╭─ DATA EXTRACT

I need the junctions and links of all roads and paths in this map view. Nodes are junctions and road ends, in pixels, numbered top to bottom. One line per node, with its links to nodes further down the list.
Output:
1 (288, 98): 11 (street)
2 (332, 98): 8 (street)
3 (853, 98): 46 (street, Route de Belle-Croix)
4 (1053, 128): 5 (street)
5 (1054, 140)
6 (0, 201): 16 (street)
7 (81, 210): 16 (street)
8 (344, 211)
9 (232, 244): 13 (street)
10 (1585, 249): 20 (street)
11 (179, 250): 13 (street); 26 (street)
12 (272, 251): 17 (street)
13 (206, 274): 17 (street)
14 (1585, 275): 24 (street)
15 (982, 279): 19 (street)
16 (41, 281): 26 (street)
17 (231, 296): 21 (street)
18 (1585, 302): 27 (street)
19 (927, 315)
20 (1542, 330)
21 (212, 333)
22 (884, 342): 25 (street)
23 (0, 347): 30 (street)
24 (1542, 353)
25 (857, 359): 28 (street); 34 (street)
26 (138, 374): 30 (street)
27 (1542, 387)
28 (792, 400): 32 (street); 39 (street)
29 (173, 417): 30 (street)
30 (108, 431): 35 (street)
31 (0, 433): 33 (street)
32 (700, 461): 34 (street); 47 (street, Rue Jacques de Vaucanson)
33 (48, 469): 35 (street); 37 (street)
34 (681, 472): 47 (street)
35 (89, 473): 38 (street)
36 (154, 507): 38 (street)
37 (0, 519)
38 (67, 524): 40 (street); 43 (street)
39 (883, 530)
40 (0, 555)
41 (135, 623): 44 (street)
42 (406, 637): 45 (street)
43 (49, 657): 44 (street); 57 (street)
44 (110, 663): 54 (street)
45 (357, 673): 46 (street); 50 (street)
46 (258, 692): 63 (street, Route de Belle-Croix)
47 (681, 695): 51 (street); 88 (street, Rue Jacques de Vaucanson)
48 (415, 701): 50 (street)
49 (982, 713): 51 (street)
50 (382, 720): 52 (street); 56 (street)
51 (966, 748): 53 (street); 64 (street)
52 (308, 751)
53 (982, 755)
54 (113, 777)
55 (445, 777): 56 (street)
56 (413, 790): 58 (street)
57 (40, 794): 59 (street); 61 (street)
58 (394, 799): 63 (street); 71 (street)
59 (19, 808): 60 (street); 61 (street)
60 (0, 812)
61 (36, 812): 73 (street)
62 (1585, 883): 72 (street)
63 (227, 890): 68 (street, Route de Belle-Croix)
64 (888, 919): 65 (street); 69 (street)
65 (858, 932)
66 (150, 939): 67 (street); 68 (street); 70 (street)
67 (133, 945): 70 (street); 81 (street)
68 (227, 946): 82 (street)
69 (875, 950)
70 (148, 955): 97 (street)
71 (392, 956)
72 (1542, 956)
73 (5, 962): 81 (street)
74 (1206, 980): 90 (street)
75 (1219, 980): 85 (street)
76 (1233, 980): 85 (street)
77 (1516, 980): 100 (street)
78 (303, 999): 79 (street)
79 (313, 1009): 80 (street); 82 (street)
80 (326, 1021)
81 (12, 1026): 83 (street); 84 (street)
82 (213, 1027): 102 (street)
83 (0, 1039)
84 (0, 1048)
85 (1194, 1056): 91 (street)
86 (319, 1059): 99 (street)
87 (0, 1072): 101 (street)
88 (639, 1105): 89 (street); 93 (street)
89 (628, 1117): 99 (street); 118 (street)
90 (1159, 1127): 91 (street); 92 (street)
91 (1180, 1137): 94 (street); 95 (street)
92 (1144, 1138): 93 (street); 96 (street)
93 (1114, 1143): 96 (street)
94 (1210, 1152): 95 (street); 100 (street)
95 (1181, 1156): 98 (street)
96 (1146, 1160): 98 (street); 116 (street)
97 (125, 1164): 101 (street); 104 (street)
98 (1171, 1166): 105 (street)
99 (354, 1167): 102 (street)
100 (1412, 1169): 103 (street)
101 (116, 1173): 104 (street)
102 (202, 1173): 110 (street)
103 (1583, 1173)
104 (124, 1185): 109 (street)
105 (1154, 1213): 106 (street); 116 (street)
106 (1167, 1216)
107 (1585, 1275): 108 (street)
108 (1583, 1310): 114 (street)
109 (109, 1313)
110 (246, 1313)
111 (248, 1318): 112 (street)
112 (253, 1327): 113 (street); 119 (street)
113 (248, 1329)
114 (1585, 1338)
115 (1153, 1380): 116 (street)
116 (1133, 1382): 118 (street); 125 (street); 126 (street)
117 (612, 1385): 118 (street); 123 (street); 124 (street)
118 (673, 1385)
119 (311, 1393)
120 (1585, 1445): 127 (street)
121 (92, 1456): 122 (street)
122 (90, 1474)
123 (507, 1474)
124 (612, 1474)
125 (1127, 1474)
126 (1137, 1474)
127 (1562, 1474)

╰─

ACTIVITY ▸ Where the string "Belle" occurs in a line of the listing, copy the line.

FINAL ANSWER ▸
3 (853, 98): 46 (street, Route de Belle-Croix)
46 (258, 692): 63 (street, Route de Belle-Croix)
63 (227, 890): 68 (street, Route de Belle-Croix)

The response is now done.